Secondly, Nina commits suicide. Many people commenting on the film are not really discussing suicide much. This is not surprising given there is so much to discuss. There have been studies that suggest there is an increased risk of suicide attempts, in those bereaved by suicide. By bereaved, this refers to friends as well as family members. The same study found that 80% of people bereaved by suicide were more likely to drop out of education or work. Once that door is opened, it can be a difficult one to close. This may be the case for Cassie.

Thirdly, the issues of drunkenness, safety, and personal responsibility seem to have troubled a lot of viewers of the film. I have been incapacitated, alone, in public, and not been raped. Conversely, when I was date raped, I was on my second glass of wine, which was tampered with by my rapist, who I believed was a friend. When people take exception to the film Promising Young Woman because the risks taken by Cassie are deemed reckless or irresponsible, they are missing the message. When someone holds a mirror up to your face after a long night of alcohol-induced excess, you do not look away or smash the mirror, you look at it. You look at yourself. It is important that we stop perpetuating the myth that women should be held responsible for the actions of their rapists. The kind of life the individual lived prior to their rape, is not relevant. Nor is what that person wore, or how many sexual partners they consented to have sex with. Drinking is just another way to apportion blame and shame someone for the actions of another. Picking apart a film because you are unhappy with the way it portrays an experience that is a reality for many “promising young women”, helps nobody. Do not shoot the messenger because of the message.
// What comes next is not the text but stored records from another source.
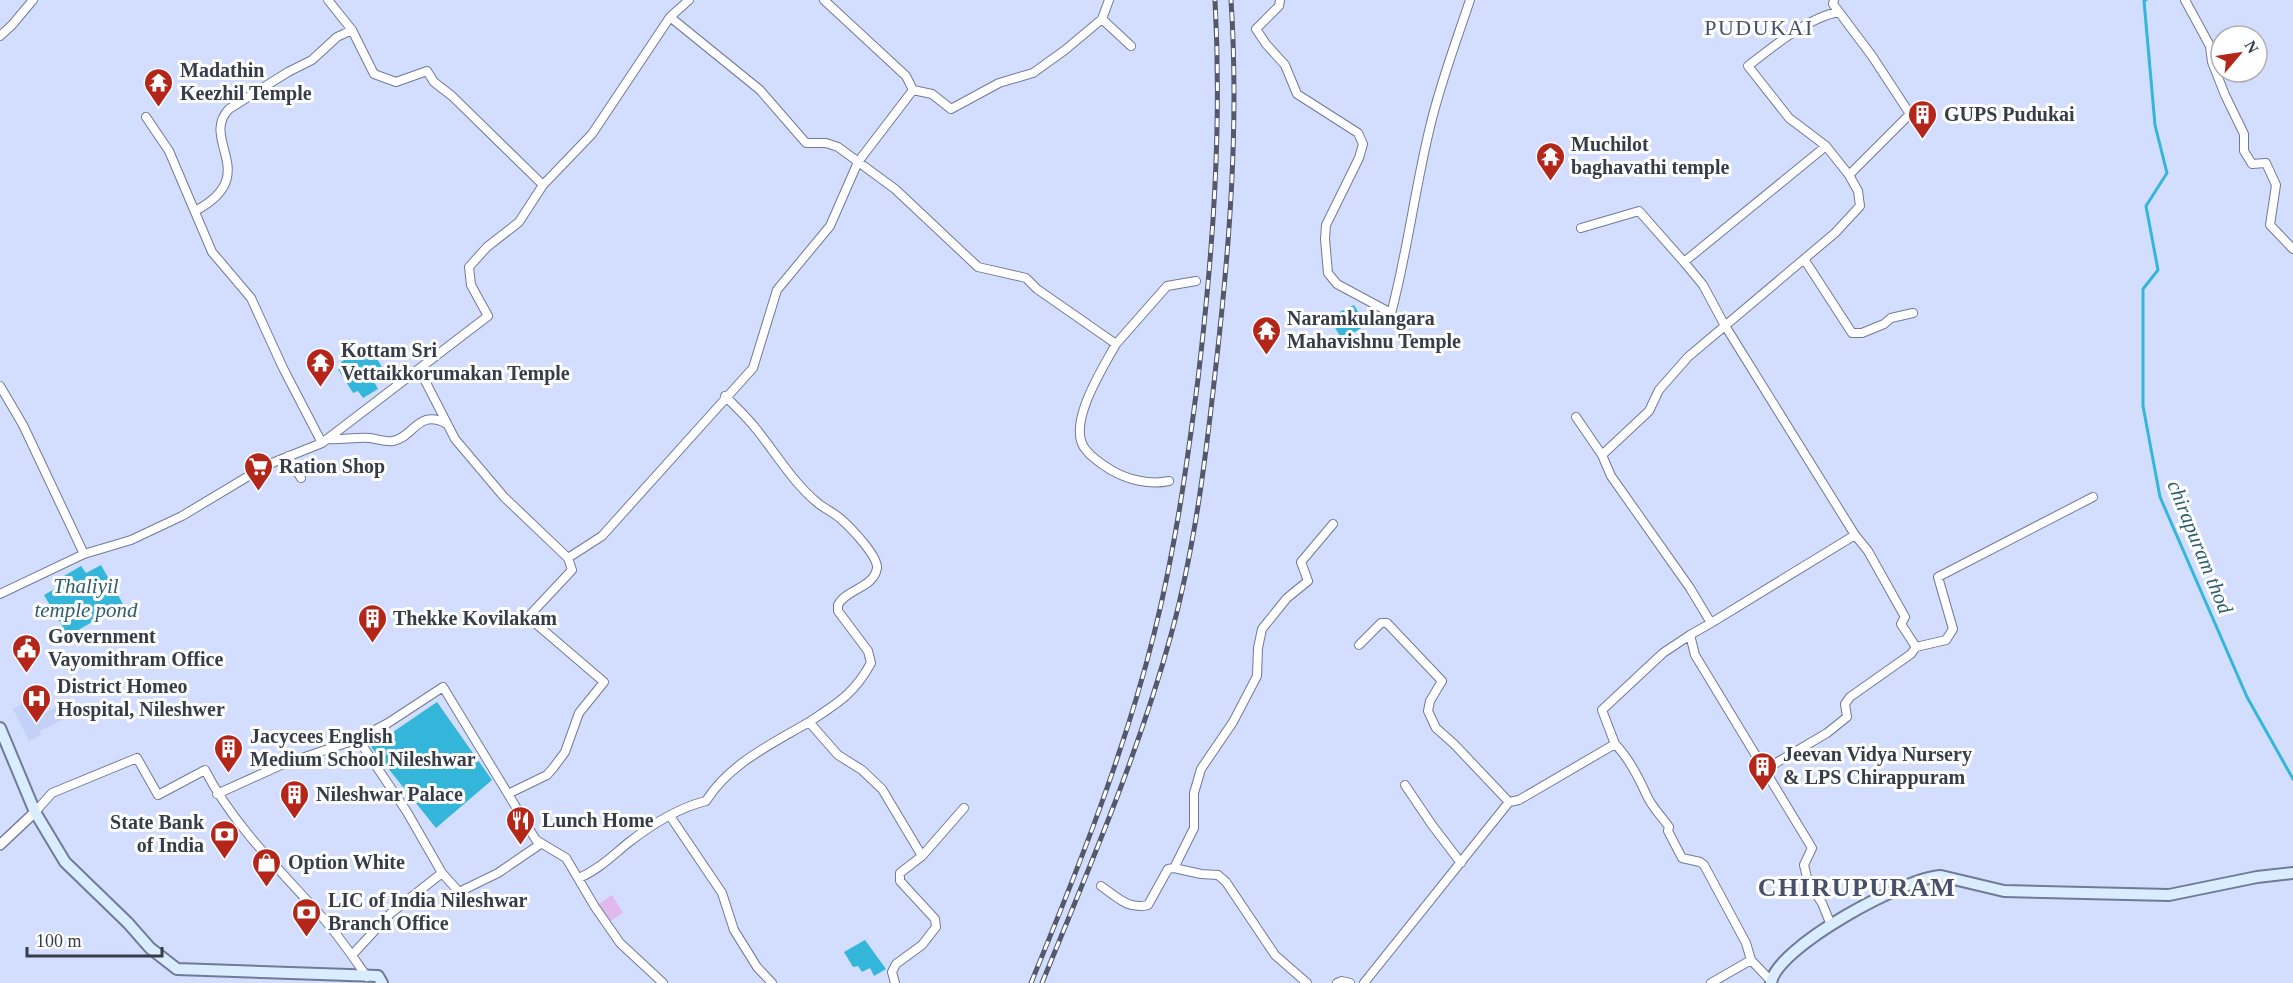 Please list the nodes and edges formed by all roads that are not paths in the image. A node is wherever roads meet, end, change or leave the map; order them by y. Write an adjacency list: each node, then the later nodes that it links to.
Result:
1 (33, 0): 14 (street)
2 (327, 0): 13 (street)
3 (689, 0): 11 (street)
4 (824, 0): 16 (street)
5 (1109, 0): 12 (street)
6 (1280, 0): 7 (street)
7 (1470, 0)
8 (1834, 0): 10 (street)
9 (2185, 0): 24 (street)
10 (1839, 12): 18 (street); 20 (street)
11 (670, 16): 19 (street); 21 (street)
12 (1102, 19): 15 (street); 16 (street)
13 (352, 30): 21 (street); 22 (street)
14 (0, 36)
15 (1131, 46)
16 (913, 90): 19 (street)
17 (146, 117): 22 (street)
18 (1826, 146): 20 (street); 26 (street)
19 (858, 162): 30 (street); 33 (street)
20 (1849, 174): 25 (street)
21 (543, 185): 31 (street)
22 (195, 212): 36 (street)
23 (1581, 228): 26 (street)
24 (2293, 249)
25 (1804, 259): 28 (street); 29 (street)
26 (1684, 262): 29 (street)
27 (1196, 281): 30 (street)
28 (1913, 313)
29 (1724, 324): 37 (street); 43 (street)
30 (1116, 344): 40 (street)
31 (419, 369): 35 (street); 36 (street)
32 (0, 386): 44 (street)
33 (725, 396): 45 (street); 51 (street)
34 (1576, 417): 37 (street)
35 (447, 424): 36 (street); 45 (street)
36 (325, 441): 38 (street)
37 (1602, 455): 47 (street)
38 (288, 456): 39 (street); 44 (street)
39 (301, 478)
40 (1169, 481)
41 (2092, 497): 50 (street)
42 (1334, 524): 67 (street)
43 (1855, 535): 47 (street); 50 (street)
44 (84, 554): 46 (street)
45 (568, 558): 58 (street)
46 (0, 594)
47 (1711, 623): 48 (street)
48 (1690, 635): 54 (street); 55 (street)
49 (1359, 645): 59 (street)
50 (1916, 647): 55 (street)
51 (810, 722): 62 (street); 65 (street)
52 (0, 728): 61 (main road)
53 (358, 740): 57 (street); 58 (street); 68 (street)
54 (1616, 744): 59 (street); 74 (street)
55 (1764, 770): 72 (street)
56 (1406, 785): 66 (street)
57 (217, 794): 61 (street); 73 (street)
58 (509, 795): 63 (street)
59 (1509, 802): 66 (street)
60 (964, 808): 65 (street)
61 (35, 812): 64 (street); 75 (main road)
62 (670, 816): 70 (street); 78 (street)
63 (536, 840): 68 (street); 70 (street)
64 (0, 845)
65 (922, 856): 79 (street)
66 (1461, 863): 83 (street)
67 (1174, 868): 71 (street); 80 (street)
68 (442, 873): 73 (street)
69 (2293, 873): 72 (main road)
70 (579, 878): 77 (street)
71 (1101, 886)
72 (1831, 925): 76 (main road)
73 (352, 955): 75 (street)
74 (1751, 960): 76 (street); 84 (street)
75 (375, 980)
76 (1771, 982)
77 (663, 983)
78 (772, 983)
79 (895, 983)
80 (1307, 983)
81 (1337, 983): 82 (street)
82 (1350, 983)
83 (1364, 983)
84 (1711, 983)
Finally, another criticism I read of the film, by a woman, was that it portrayed a woman who was unable to move on. This is a complex area and one I briefly touched on in my article The Myth of Resilience. Grief, injustice, trauma, suicide, rape, and sexual assault do not require a uniform reaction or recovery. To assume that we should all react in the same, “appropriate” way is wrong. I was told I should have reported my rape, which I did not do, by someone who had never been raped. Having studied rape on trial as part of my degree, I made an informed decision to not go through a second rape, given there was a low prospect of conviction. When someone struggles to get back up after a fall, we should be supporting them, not forcing them to suppress it while putting our foot on their head.